The mate’s calculations turned out correct, and at seven in the morning they anchored a mile off Cape Saint Vincent. The gig was lowered, and Frank was rowed ashore, taking with him a signal book in which questions were given in several languages, including Spanish. He had purchased it at Cowes before starting.
The signal officer was very polite, and fortunately understood a little English. So Frank managed, with the aid of the book, to make him understand his questions. No craft at all answering to the description had been noticed passing during the last five or six days; certainly no yacht had passed. She might, of course, have gone by after dark.

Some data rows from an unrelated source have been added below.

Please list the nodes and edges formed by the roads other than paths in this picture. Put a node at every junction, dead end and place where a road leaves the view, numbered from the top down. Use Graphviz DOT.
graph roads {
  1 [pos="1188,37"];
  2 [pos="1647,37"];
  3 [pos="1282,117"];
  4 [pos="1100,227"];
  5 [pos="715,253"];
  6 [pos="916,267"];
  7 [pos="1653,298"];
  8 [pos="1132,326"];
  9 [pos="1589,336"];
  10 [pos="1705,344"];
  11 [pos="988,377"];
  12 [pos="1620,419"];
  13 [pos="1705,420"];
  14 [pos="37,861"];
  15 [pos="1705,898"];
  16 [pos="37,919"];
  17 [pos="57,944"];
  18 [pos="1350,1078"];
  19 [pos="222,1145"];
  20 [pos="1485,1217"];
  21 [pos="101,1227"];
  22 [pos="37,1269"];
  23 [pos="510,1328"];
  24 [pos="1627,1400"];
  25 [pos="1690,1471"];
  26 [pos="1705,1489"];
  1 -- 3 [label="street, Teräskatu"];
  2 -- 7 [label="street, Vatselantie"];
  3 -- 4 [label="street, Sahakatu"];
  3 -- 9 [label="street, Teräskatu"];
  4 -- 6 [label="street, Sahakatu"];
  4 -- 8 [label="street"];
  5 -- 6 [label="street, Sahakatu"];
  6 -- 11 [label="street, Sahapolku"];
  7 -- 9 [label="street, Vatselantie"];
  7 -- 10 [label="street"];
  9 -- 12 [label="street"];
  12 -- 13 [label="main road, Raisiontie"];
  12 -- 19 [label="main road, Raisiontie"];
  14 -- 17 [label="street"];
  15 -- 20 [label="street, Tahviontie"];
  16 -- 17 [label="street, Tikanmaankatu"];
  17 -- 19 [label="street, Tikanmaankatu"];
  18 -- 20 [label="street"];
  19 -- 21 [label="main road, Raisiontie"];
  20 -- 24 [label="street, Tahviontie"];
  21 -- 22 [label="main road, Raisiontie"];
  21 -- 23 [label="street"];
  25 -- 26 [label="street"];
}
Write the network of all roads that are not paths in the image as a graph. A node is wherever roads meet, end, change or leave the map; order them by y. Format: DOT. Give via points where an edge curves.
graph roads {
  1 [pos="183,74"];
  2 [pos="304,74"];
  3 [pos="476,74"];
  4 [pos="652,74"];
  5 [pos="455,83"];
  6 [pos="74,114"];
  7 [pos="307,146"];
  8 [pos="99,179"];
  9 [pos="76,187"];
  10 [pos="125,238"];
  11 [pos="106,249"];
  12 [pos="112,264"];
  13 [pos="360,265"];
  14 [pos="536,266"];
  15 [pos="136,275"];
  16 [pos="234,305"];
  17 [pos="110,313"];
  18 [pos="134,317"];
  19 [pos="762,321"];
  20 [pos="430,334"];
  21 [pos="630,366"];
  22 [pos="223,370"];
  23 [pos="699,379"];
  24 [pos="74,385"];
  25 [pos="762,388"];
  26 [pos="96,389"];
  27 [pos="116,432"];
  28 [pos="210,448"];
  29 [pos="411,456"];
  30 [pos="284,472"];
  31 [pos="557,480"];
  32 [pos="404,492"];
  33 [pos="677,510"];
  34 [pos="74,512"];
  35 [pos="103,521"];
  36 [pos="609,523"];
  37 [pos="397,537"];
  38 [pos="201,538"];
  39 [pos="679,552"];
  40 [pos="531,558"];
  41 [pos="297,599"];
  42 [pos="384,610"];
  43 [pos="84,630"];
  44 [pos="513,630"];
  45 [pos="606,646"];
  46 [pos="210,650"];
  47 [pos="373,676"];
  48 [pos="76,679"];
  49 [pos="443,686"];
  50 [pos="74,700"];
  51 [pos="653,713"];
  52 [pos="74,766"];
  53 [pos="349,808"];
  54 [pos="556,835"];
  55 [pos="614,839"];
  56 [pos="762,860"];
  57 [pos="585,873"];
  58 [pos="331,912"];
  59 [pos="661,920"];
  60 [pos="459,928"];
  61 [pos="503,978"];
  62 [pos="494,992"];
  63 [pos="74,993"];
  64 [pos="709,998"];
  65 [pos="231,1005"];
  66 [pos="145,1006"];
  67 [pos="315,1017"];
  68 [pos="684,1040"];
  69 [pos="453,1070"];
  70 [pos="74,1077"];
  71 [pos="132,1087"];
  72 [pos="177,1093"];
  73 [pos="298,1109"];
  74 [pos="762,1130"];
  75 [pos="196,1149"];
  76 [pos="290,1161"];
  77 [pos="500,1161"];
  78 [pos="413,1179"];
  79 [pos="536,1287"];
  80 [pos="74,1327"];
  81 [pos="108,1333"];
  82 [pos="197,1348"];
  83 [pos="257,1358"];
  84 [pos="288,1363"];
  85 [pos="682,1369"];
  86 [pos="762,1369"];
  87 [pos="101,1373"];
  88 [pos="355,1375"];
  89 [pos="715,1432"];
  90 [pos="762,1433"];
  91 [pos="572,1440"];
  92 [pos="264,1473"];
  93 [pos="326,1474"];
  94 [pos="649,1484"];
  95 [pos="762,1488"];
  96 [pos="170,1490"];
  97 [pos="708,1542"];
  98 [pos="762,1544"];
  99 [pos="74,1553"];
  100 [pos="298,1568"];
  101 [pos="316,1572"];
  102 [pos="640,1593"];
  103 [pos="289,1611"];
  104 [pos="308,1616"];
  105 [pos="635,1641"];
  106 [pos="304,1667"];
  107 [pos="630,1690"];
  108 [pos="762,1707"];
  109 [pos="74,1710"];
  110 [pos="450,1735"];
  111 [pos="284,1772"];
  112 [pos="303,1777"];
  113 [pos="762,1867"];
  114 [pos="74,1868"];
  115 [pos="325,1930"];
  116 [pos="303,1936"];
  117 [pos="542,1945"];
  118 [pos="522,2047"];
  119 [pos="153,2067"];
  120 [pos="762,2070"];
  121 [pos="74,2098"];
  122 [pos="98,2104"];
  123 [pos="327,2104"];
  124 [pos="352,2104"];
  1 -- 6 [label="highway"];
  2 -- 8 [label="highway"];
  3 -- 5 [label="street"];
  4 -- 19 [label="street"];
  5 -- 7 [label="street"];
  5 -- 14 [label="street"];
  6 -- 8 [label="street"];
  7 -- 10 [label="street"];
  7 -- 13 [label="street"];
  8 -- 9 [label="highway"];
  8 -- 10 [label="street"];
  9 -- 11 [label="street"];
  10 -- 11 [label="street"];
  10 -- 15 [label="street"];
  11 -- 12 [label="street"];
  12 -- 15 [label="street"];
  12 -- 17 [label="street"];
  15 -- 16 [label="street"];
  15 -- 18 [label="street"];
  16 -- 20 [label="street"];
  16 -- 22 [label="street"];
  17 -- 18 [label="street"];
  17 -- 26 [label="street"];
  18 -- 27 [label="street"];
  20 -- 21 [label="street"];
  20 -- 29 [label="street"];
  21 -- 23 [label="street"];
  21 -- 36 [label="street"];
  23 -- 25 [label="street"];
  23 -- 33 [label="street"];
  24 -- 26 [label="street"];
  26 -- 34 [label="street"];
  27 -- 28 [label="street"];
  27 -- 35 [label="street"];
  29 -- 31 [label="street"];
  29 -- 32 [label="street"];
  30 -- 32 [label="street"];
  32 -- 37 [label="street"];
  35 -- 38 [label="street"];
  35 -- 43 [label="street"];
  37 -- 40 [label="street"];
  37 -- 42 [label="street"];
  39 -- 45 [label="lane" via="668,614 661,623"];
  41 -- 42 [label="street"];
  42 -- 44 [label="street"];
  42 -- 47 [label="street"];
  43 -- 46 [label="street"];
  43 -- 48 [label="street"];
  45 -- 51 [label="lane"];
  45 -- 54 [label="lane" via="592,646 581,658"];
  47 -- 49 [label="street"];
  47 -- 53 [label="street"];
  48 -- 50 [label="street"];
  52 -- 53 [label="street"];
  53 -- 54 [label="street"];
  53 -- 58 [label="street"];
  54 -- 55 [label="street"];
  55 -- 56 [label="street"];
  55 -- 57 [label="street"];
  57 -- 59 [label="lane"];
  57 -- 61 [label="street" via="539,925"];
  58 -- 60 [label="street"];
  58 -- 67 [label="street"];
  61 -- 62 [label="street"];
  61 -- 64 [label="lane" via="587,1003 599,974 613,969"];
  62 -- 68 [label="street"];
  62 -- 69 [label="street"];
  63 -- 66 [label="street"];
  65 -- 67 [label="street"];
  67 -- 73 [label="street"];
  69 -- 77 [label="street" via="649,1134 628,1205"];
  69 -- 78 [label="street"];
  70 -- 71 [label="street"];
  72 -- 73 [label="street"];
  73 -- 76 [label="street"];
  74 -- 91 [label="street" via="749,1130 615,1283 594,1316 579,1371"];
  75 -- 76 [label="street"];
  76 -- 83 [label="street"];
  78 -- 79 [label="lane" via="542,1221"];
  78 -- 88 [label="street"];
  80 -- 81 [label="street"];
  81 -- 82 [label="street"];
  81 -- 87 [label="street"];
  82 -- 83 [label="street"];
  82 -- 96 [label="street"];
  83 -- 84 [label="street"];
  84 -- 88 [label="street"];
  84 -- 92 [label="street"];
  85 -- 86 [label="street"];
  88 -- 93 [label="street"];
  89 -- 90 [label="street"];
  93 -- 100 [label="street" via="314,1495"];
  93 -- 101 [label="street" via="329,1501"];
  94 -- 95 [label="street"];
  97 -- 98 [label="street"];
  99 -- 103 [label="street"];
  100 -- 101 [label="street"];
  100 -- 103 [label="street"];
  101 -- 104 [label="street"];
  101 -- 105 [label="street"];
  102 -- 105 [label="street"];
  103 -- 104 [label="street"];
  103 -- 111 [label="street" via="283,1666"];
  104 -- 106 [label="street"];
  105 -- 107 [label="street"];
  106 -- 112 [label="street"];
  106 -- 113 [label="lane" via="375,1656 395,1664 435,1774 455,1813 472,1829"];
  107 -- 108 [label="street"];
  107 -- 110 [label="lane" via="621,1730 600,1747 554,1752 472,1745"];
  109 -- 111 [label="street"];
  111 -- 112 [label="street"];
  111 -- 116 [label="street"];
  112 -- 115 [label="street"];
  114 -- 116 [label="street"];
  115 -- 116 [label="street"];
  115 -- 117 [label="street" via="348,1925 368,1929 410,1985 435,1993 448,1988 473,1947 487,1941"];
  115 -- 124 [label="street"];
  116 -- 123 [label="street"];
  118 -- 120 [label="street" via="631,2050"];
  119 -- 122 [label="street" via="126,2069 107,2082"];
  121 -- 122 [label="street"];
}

He showed Frank the record of the ships that had been sighted going east, and of those that had made their numbers as they passed. The Phantom was not among the latter, nor did the rig or approximate tonnage, as guessed, of any of the others, at all correspond with hers.
After thanking the officer, Frank returned to his boat, and half an hour later the Osprey was again under weigh.
At Ceuta, Tarifa, and Tangier there was a similar want of success. Such a craft might have passed, but if so she was either too far away to be noted, or had passed during the night. From Tangier he crossed to Gibraltar, and anchored among the shipping there.
So far everything had gone to confirm his theory that the Phantom would not go up the Mediterranean. Of course, she might have passed the three places, as well as Saint Vincent, at night; or have kept so nearly in the middle of the Strait as to pass without being remarked. Still, the chances were against it, and he regarded it as almost certain that she would have put into one or other of the African ports, as she passed them, for water, fresh meat and fruit.
It was six days after the Osprey passed Saint Vincent before she anchored off Gib. She had made her number as she came in, and in a short time the health officer came out in a boat. The visit was a formal one; the white ensign on her taffrail was in itself sufficient to show her character, and that she must have come straight from England; and the questions asked were few and brief.